Holding committing hearings at the convention center could result in more than 40 new infections, with 10 or fewer new cases depending on testing and mask compliance.

The findings come as New Mexico lawmakers wrestle with how to conduct the 2021 session. The state Constitution calls for a 60-day session beginning Jan. 19.

A panel of high-ranking lawmakers is set to meet next week to weigh their options.

House Speaker Brian Egolf, D-Santa Fe, said the Los Alamos study shows that New Mexico can hold the session safely, even amid an unprecedented pandemic.

“By going largely virtual, limiting crowded floor sessions, and testing participants regularly,” he said in a written statement, “we can and will accomplish the monumental task of passing legislation that addresses the needs of New Mexico’s hardworking families and in accordance with our state’s Constitution.”

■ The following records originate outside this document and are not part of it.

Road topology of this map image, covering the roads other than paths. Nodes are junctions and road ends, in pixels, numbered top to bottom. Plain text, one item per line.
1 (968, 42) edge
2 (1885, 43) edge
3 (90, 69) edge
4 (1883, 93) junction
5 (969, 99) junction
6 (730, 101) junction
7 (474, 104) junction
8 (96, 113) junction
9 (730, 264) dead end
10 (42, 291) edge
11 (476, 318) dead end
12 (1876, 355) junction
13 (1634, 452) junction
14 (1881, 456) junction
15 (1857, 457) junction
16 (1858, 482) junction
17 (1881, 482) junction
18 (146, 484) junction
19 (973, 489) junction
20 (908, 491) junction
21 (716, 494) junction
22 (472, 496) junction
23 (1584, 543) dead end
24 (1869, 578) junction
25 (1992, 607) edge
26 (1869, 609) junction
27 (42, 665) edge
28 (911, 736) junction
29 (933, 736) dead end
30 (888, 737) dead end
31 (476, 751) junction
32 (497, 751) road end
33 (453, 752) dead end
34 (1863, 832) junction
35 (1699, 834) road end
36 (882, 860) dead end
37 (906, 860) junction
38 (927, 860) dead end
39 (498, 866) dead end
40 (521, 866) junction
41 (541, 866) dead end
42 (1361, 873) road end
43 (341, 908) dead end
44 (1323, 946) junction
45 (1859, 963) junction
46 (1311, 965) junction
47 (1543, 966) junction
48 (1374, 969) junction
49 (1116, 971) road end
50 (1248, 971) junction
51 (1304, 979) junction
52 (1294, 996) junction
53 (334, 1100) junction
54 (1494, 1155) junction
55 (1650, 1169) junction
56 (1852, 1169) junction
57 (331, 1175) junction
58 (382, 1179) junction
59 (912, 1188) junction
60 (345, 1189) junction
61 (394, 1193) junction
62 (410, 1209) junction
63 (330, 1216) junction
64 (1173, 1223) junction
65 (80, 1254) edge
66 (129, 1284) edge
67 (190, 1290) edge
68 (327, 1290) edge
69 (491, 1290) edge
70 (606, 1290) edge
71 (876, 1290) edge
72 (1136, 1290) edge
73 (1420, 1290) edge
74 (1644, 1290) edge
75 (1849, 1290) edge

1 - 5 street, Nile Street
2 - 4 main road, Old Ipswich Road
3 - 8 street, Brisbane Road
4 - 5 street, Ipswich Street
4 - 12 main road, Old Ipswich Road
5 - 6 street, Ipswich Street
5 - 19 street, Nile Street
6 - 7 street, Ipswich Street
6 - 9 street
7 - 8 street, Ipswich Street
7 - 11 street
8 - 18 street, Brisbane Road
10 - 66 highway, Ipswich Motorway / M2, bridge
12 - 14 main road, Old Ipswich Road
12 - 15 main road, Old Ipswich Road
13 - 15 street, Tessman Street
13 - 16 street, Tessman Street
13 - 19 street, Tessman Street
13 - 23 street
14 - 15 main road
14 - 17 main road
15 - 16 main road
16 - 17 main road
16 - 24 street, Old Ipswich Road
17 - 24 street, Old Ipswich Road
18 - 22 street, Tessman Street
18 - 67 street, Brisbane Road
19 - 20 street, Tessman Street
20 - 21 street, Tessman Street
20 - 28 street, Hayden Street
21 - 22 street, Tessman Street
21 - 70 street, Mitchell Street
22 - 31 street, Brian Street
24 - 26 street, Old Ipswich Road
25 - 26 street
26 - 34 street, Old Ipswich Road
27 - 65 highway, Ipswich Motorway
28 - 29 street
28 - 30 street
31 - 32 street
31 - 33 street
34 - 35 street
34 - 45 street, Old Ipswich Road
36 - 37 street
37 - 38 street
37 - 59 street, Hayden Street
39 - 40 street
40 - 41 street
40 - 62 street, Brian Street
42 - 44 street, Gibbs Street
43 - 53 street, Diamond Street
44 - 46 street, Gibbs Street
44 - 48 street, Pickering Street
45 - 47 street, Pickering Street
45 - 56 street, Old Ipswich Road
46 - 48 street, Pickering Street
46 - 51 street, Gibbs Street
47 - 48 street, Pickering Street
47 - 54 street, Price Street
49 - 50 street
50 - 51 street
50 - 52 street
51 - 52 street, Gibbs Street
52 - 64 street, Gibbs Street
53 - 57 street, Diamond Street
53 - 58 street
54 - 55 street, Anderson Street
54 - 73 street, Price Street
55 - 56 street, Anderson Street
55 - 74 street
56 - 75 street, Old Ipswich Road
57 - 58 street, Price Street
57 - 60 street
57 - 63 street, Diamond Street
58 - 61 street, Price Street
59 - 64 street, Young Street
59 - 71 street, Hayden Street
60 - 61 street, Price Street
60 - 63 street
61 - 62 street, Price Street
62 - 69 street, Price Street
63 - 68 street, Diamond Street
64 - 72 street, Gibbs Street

House Minority Leader James Townsend, R- Artesia, said the study bolsters his contention that the safest option is to hold a limited session dedicated to the budget and other work that must be handled immediately, with a broader special session held later once vaccines are widely available.

Virtual committee hearings, he said, aren’t adequate for robust public testimony.

“We need a legislative session that allows the people input,” Townsend said in an interview.

Each of the scenarios analyzed by Los Alamos assumed the public would participate virtually — through web conferencing programs and the like. The Capitol itself was closed to the public, for example, in two special sessions the Legislature held this summer and fall.